EXERCISE DESCRIPTION:
Extract the text of each entry below exactly, leaving every image behind.

** DATASET CONTENT follows **

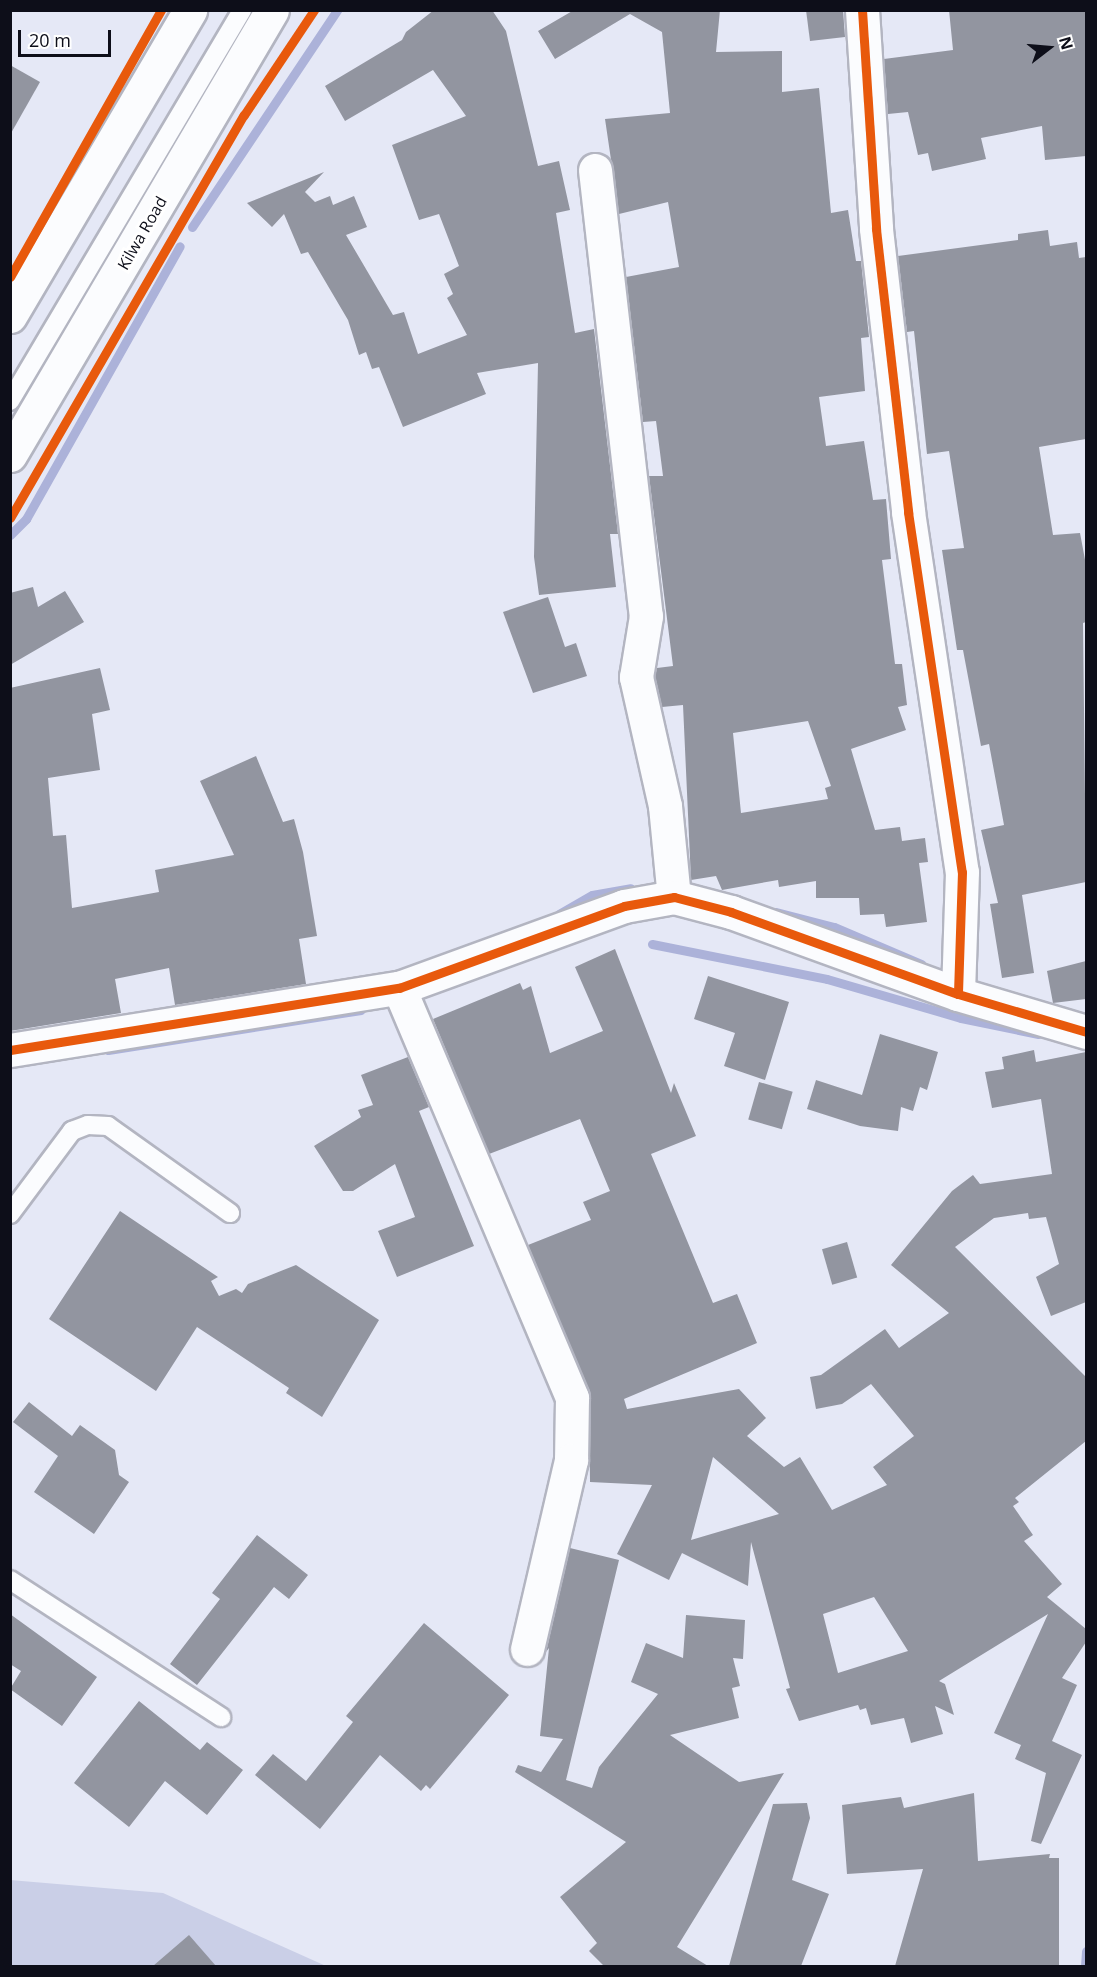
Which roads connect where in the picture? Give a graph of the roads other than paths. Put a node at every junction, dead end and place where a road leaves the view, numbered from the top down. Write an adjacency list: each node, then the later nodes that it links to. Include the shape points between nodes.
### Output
1 (190, 10): 6 (main road)
2 (242, 10): 7 (lane)
3 (272, 10): 8 (main road, Kilwa Road)
4 (862, 10): 11 (main road, via 876,229 908,512 962,872)
5 (595, 170): 9 (main road, via 646,616 636,676 665,806)
6 (10, 316)
7 (10, 401)
8 (10, 455)
9 (674, 897): 10 (main road, via 624,906); 11 (main road, via 730,912)
10 (399, 988): 13 (main road, via 190,1025); 17 (main road, via 572,1398 571,1460)
11 (958, 994): 12 (main road)
12 (1086, 1032)
13 (10, 1050)
14 (230, 1213): 15 (lane, via 108,1126 88,1125 72,1131)
15 (10, 1214)
16 (10, 1580): 18 (lane)
17 (527, 1649)
18 (221, 1717)

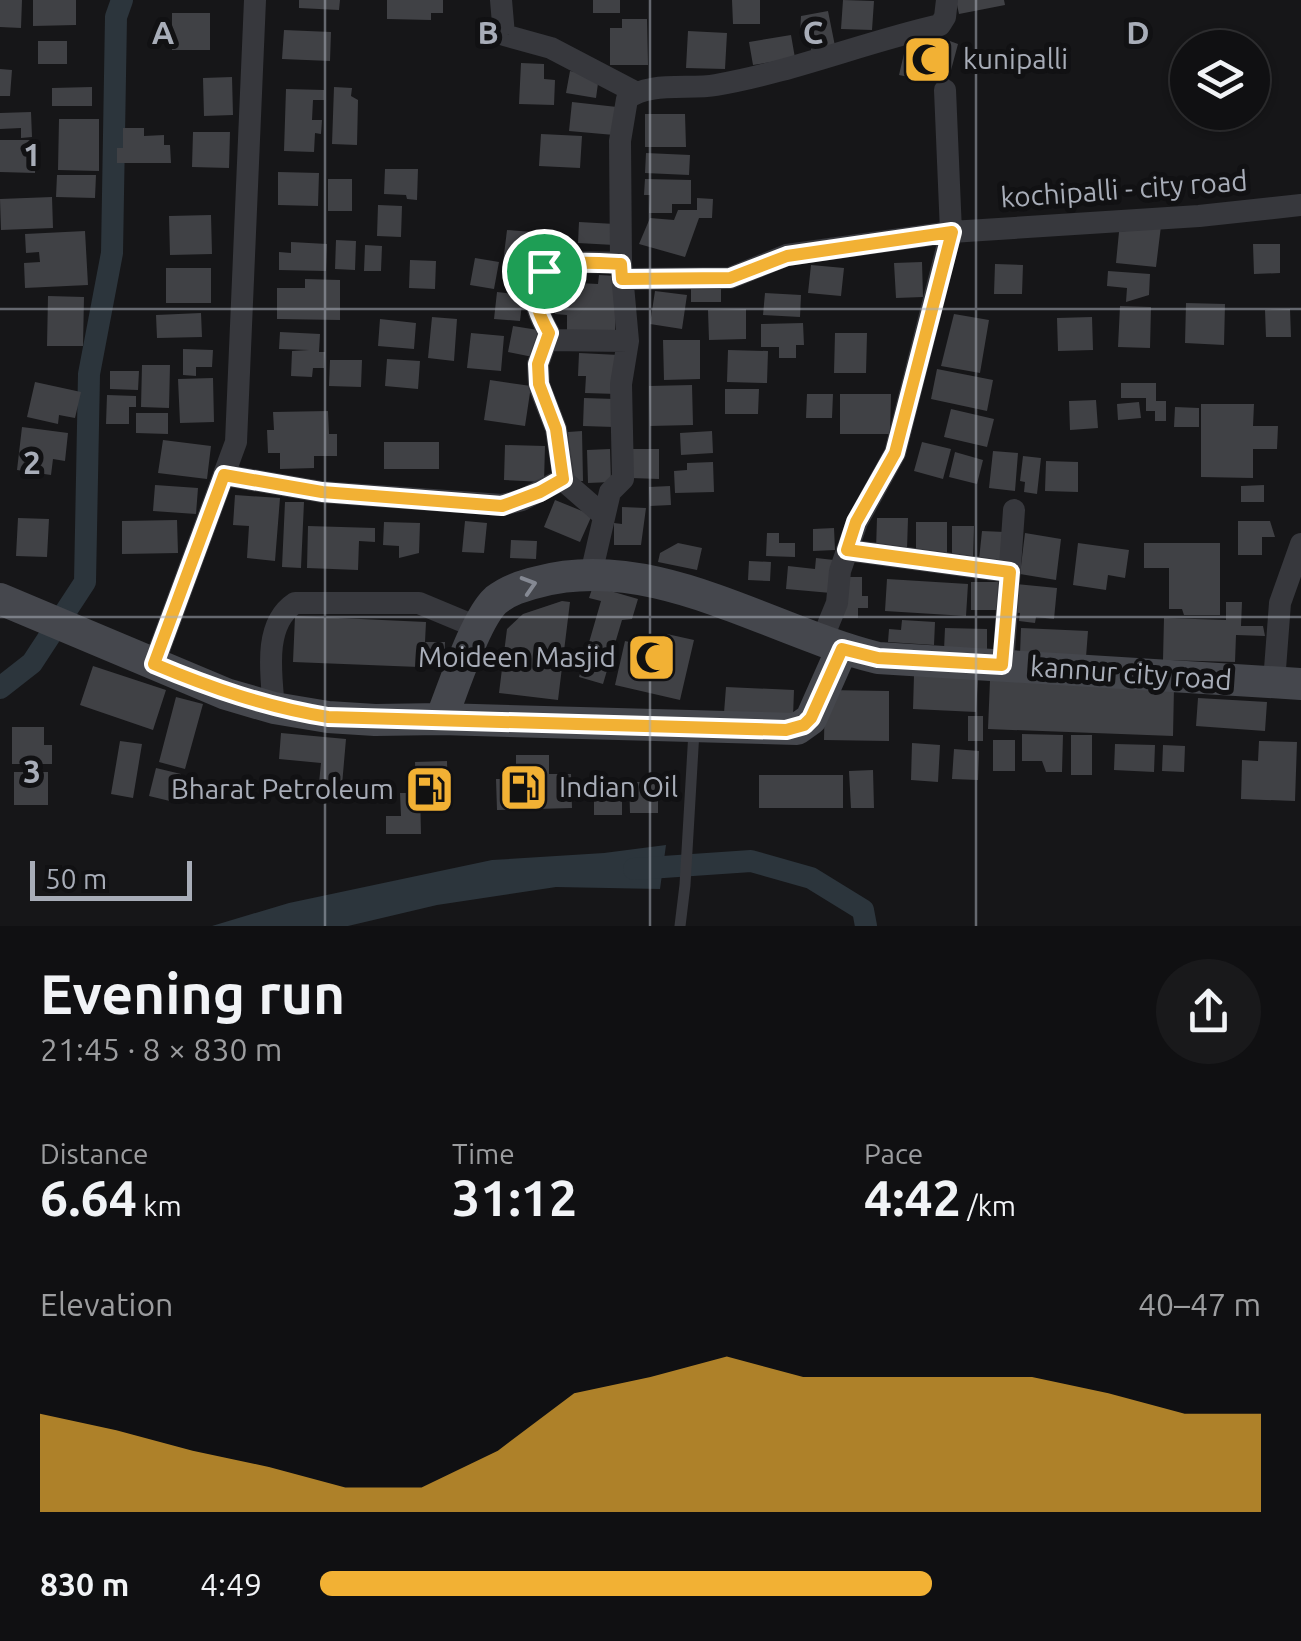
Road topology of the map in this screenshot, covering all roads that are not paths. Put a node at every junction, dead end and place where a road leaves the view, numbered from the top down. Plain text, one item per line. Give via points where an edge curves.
1 (255, 0) edge
2 (501, 0) edge
3 (947, 0) edge
4 (946, 90) dead end
5 (634, 92) junction
6 (1301, 204) edge
7 (952, 232) junction
8 (622, 271) junction
9 (548, 340) junction
10 (628, 340) junction
11 (224, 475) junction
12 (563, 479) junction
13 (1014, 510) dead end
14 (603, 515) junction
15 (1301, 544) edge
16 (847, 550) junction
17 (1010, 572) junction
18 (590, 574) junction
19 (0, 599) edge
20 (479, 628) junction
21 (831, 645) junction
22 (154, 664) junction
23 (1002, 665) junction
24 (1287, 683) edge
25 (274, 708) junction
26 (441, 718) junction
27 (694, 728) junction
28 (680, 926) edge

1 - 11 street via 236,442
2 - 5 street via 504,35 551,48
3 - 5 street via 940,25 739,80
4 - 7 street
5 - 8 street via 624,106 620,141
6 - 7 street, kochipalli - city road
7 - 8 street, kochipalli - city road via 787,256 730,278
7 - 16 street via 895,453
8 - 9 street, kochipalli - city road via 564,262 544,271 533,296
8 - 10 street
9 - 10 street
9 - 12 street via 539,384 556,429
10 - 14 street via 621,384 623,480 610,492
11 - 12 street via 322,492 502,506
11 - 22 street
12 - 14 street
13 - 17 street
14 - 18 street
15 - 24 street via 1280,603
16 - 17 street
16 - 21 street
17 - 23 street
20 -> 18 main road, kannur city road via 493,602 515,588
18 - 21 main road, kannur city road via 650,582
19 - 22 main road
20 - 25 street via 419,604 295,604 282,612 275,630
20 - 26 main road, kannur city road
21 - 23 main road, kannur city road via 878,658
21 - 27 main road via 804,725
22 - 25 main road
23 - 24 main road, kannur city road
25 - 26 main road via 359,719
26 - 27 main road
27 - 28 lane

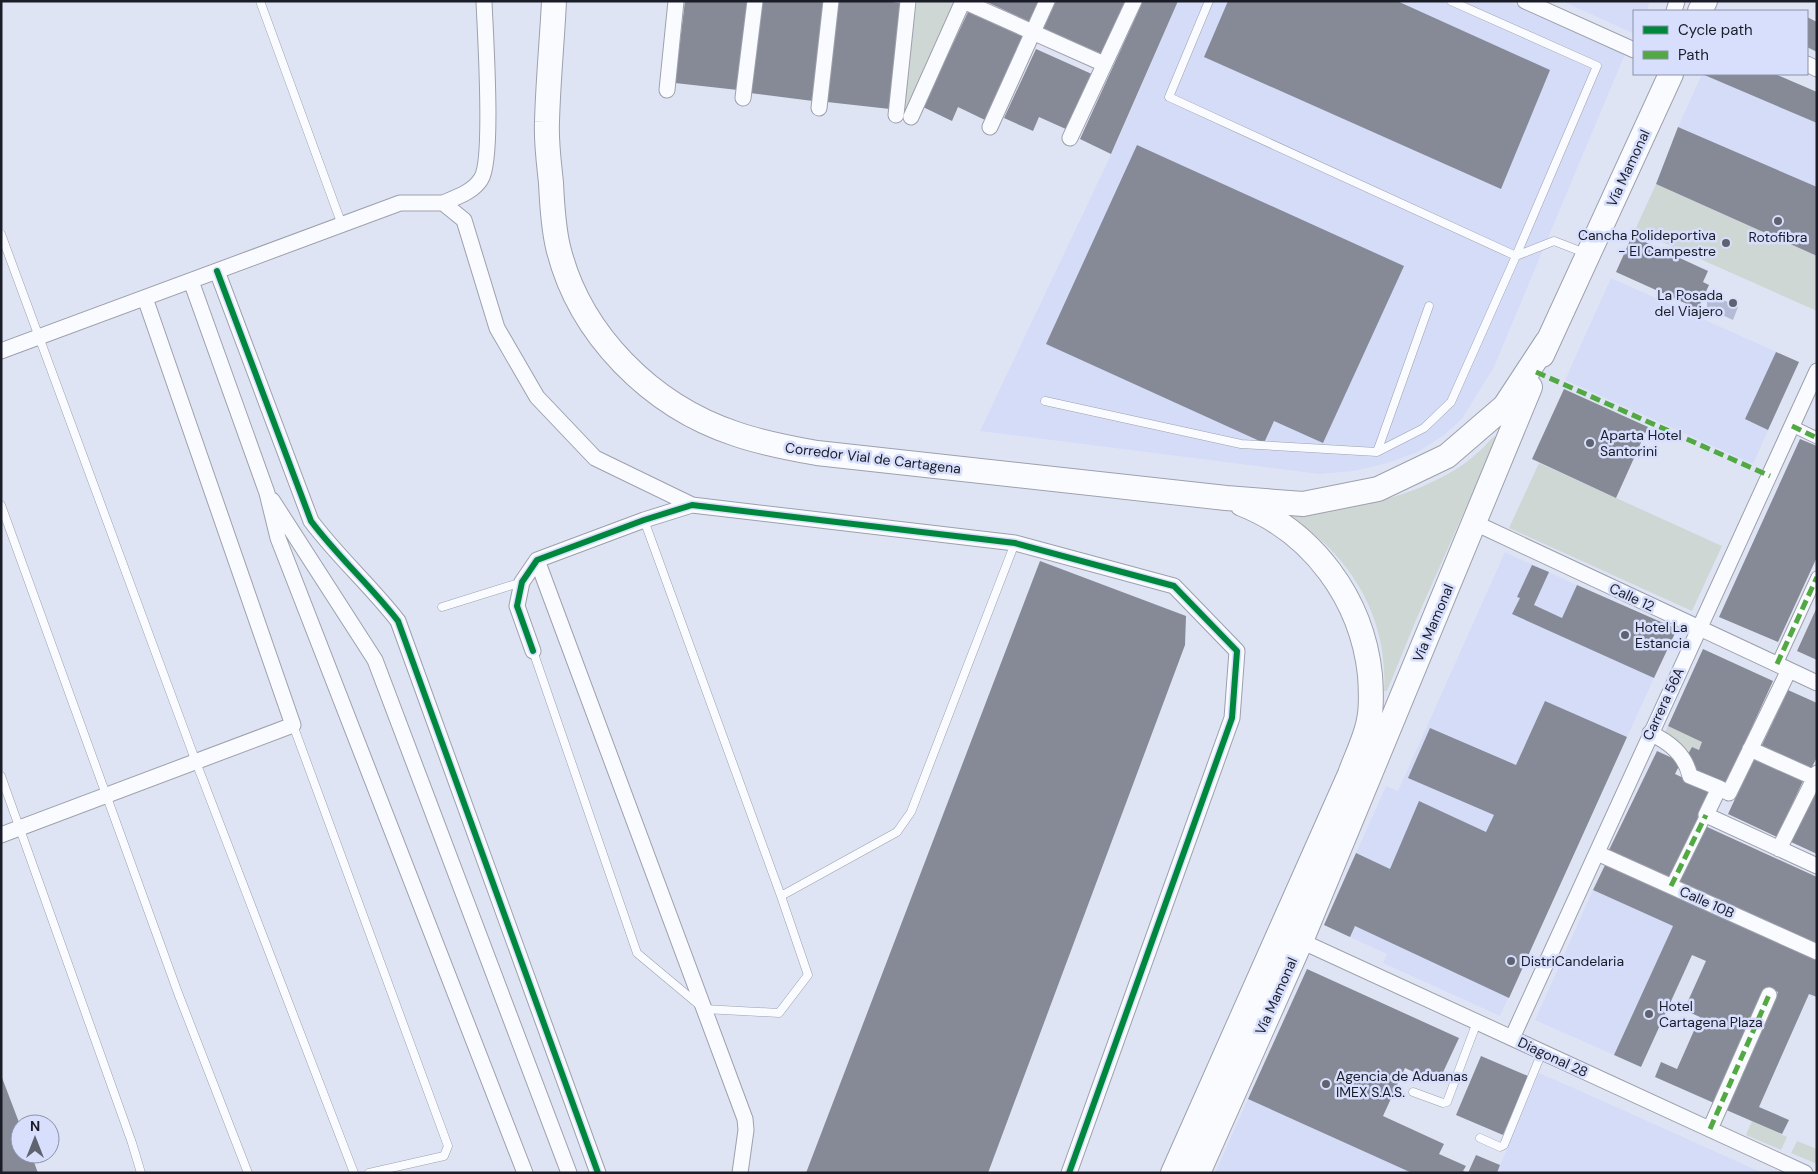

** End of DATASET CONTENT **

OUTPUT OF THE TASK:
Which roads connect where in the picture? Give a graph of the roads other than paths. Put a node at every junction, dead end and place where a road leaves the view, numbered from the top down. Write an adjacency list: each node, then the later nodes that it links to. Include the shape points between nodes.
### Output
1 (190, 10): 6 (main road)
2 (242, 10): 7 (lane)
3 (272, 10): 8 (main road, Kilwa Road)
4 (862, 10): 11 (main road, via 876,229 908,512 962,872)
5 (595, 170): 9 (main road, via 646,616 636,676 665,806)
6 (10, 316)
7 (10, 401)
8 (10, 455)
9 (674, 897): 10 (main road, via 624,906); 11 (main road, via 730,912)
10 (399, 988): 13 (main road, via 190,1025); 17 (main road, via 572,1398 571,1460)
11 (958, 994): 12 (main road)
12 (1086, 1032)
13 (10, 1050)
14 (230, 1213): 15 (lane, via 108,1126 88,1125 72,1131)
15 (10, 1214)
16 (10, 1580): 18 (lane)
17 (527, 1649)
18 (221, 1717)

Road topology of the map in this screenshot, covering all roads that are not paths. Put a node at every junction, dead end and place where a road leaves the view, numbered from the top down. Plain text, one item per line. Give via points where an edge curves.
1 (255, 0) edge
2 (501, 0) edge
3 (947, 0) edge
4 (946, 90) dead end
5 (634, 92) junction
6 (1301, 204) edge
7 (952, 232) junction
8 (622, 271) junction
9 (548, 340) junction
10 (628, 340) junction
11 (224, 475) junction
12 (563, 479) junction
13 (1014, 510) dead end
14 (603, 515) junction
15 (1301, 544) edge
16 (847, 550) junction
17 (1010, 572) junction
18 (590, 574) junction
19 (0, 599) edge
20 (479, 628) junction
21 (831, 645) junction
22 (154, 664) junction
23 (1002, 665) junction
24 (1287, 683) edge
25 (274, 708) junction
26 (441, 718) junction
27 (694, 728) junction
28 (680, 926) edge

1 - 11 street via 236,442
2 - 5 street via 504,35 551,48
3 - 5 street via 940,25 739,80
4 - 7 street
5 - 8 street via 624,106 620,141
6 - 7 street, kochipalli - city road
7 - 8 street, kochipalli - city road via 787,256 730,278
7 - 16 street via 895,453
8 - 9 street, kochipalli - city road via 564,262 544,271 533,296
8 - 10 street
9 - 10 street
9 - 12 street via 539,384 556,429
10 - 14 street via 621,384 623,480 610,492
11 - 12 street via 322,492 502,506
11 - 22 street
12 - 14 street
13 - 17 street
14 - 18 street
15 - 24 street via 1280,603
16 - 17 street
16 - 21 street
17 - 23 street
20 -> 18 main road, kannur city road via 493,602 515,588
18 - 21 main road, kannur city road via 650,582
19 - 22 main road
20 - 25 street via 419,604 295,604 282,612 275,630
20 - 26 main road, kannur city road
21 - 23 main road, kannur city road via 878,658
21 - 27 main road via 804,725
22 - 25 main road
23 - 24 main road, kannur city road
25 - 26 main road via 359,719
26 - 27 main road
27 - 28 lane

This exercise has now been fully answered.